If you have ever felt one of these, memex is for you:
- Every new agent session starts blind. You spend the first ten minutes pasting context the agent already knew yesterday, just not in this chat.
- Decisions evaporate between sessions. You worked out a tricky design choice on Monday; on Friday a different agent makes the opposite call because it never saw the reasoning.
- Reloading context burns tokens. Every editorial pass over a manuscript, every refactor across a codebase, every conversation about a long-running project requires re-feeding the same material into the model.
- Knowledge is siloed by tool. Claude Code knows what you discussed in Claude Code. Codex doesn't. Both should be reading from the same notebook.
- Drift. Decisions made in week N silently contradict definitions fixed in week 1. The agent has no way to notice unless you remind it.
memex is the shared notebook. Anything you tell it to remember, any agent can recall — by association, with citations, without you carrying the context yourself.
~/Workspace/memex/
├── docker-compose.yml (FalkorDB + Cognee MCP — declarative stack)
├── bin/
│ └── memex (shell CLI: add / search / status / seed)
├── scripts/
│ ├── seed.py (bulk-load a pile of files in one shot)
│ ├── init_db.py (reset memory)
│ ├── _falkor_patch.py (in-process compatibility shim)
│ └── ...
├── examples/
│ └── bulk-seeding/
│ └── ambit-labs-book/ (worked example of a seed source)

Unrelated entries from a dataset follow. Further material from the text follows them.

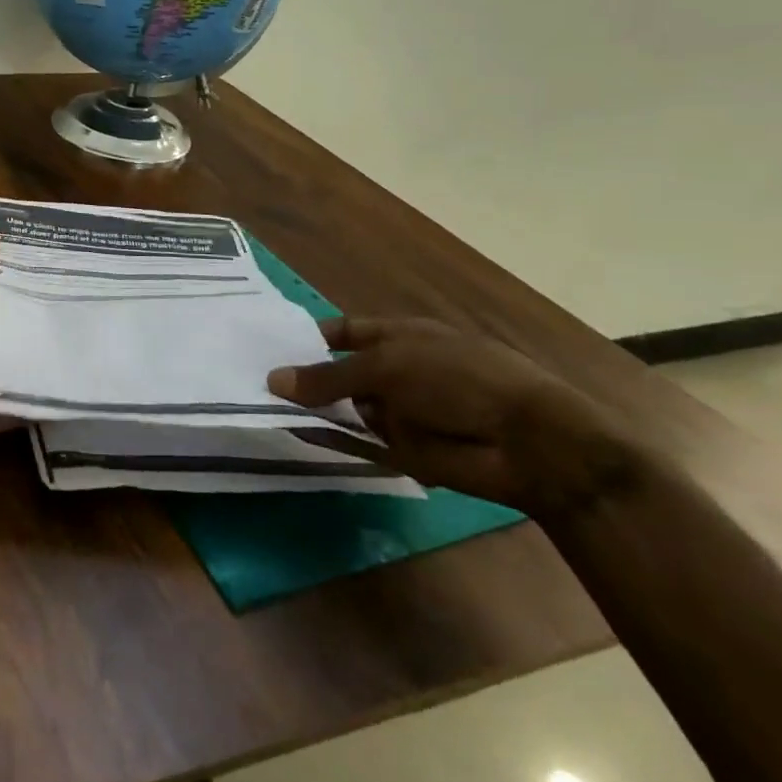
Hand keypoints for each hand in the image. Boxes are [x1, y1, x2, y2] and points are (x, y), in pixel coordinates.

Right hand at [268, 317, 649, 520]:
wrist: (529, 444)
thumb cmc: (460, 379)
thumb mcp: (388, 366)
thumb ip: (330, 375)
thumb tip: (274, 380)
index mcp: (400, 337)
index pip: (344, 332)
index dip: (310, 337)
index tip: (269, 346)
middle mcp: (396, 372)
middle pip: (339, 372)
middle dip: (303, 375)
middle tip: (252, 378)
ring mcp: (398, 412)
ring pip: (343, 408)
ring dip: (311, 409)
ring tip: (259, 405)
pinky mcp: (401, 450)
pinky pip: (355, 442)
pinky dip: (327, 439)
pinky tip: (292, 434)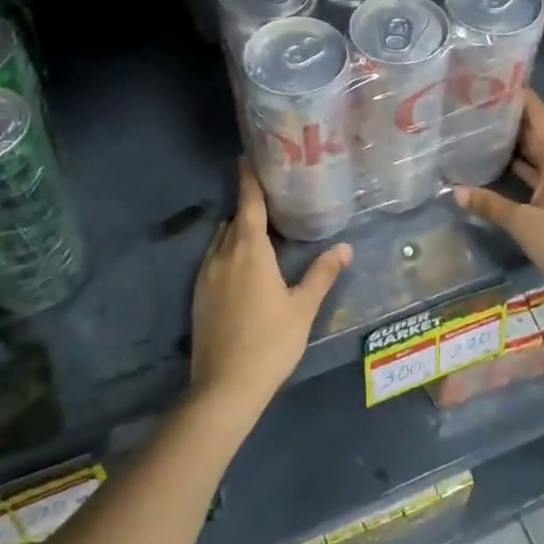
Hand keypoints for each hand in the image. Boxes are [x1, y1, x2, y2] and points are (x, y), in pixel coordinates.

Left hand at [189, 159, 352, 416]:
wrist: (224, 386)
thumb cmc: (271, 343)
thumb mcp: (303, 308)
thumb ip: (322, 274)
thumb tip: (345, 248)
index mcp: (250, 250)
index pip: (248, 204)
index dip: (248, 179)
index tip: (246, 156)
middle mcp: (223, 255)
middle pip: (234, 220)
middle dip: (249, 206)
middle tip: (270, 196)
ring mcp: (206, 275)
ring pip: (221, 240)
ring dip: (237, 230)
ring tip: (260, 230)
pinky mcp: (198, 295)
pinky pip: (213, 259)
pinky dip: (228, 251)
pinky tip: (243, 266)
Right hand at [453, 91, 543, 281]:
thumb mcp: (523, 223)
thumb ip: (490, 204)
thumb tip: (455, 192)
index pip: (540, 117)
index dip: (522, 99)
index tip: (500, 83)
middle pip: (541, 134)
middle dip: (515, 121)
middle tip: (485, 107)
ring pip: (543, 155)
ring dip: (520, 146)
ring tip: (489, 132)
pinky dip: (527, 168)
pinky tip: (505, 168)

├── .env (LLM + embedding + DB config)
├── .mcp.json (drop into a repo to wire any MCP client)
├── pyproject.toml
└── LICENSE (Apache 2.0)
The architecture:
writes (prompt or bulk)
│
┌────────────────────────┴──────────────────────────┐
│ │
Claude Code, Codex, scripts/seed.py
Claude Desktop, Cursor, (one-off bulk load
any MCP-HTTP client of an existing pile
│ of files)
│ │
▼ ▼
┌─────────────────────────────────────────────────────────┐
│ memex MCP server (http://localhost:1945/mcp) │
│ tools: remember · recall · cognify · search · │
│ save_interaction · list_data · forget · ... │
│ built on Cognee 1.0, runs in Docker │
└─────────────────────────┬───────────────────────────────┘
│
┌─────────────┴─────────────┐
▼ ▼
┌─────────────┐ ┌─────────────┐
│ FalkorDB │ │ Ollama │
│ (graph + │ │ (host) │
│ vector) │ │ qwen2.5:14b │
│ in Docker │ │ entity │
└─────────────┘ │ extraction │
│ (ingestion │
│ only) │
└─────────────┘
▲
│ reads (recall / search)
│
┌────────────────────┴──────────────────────────────┐
│ │
Claude Code, Codex, bin/memex search
Claude Desktop, Cursor, (shell CLI for
any MCP-HTTP client pipelines)
Writes and reads use the same MCP surface. Bulk seeding from disk and the shell CLI are conveniences that go through the same MCP tools. There is no agent-specific code path.
- Docker (Compose v2 —
docker compose versionshould print). - Ollama running natively on the host (so it has GPU
access). memex defaults to Ollama for the one job it needs an LLM for:
ingestion-time entity extraction. No external API key required.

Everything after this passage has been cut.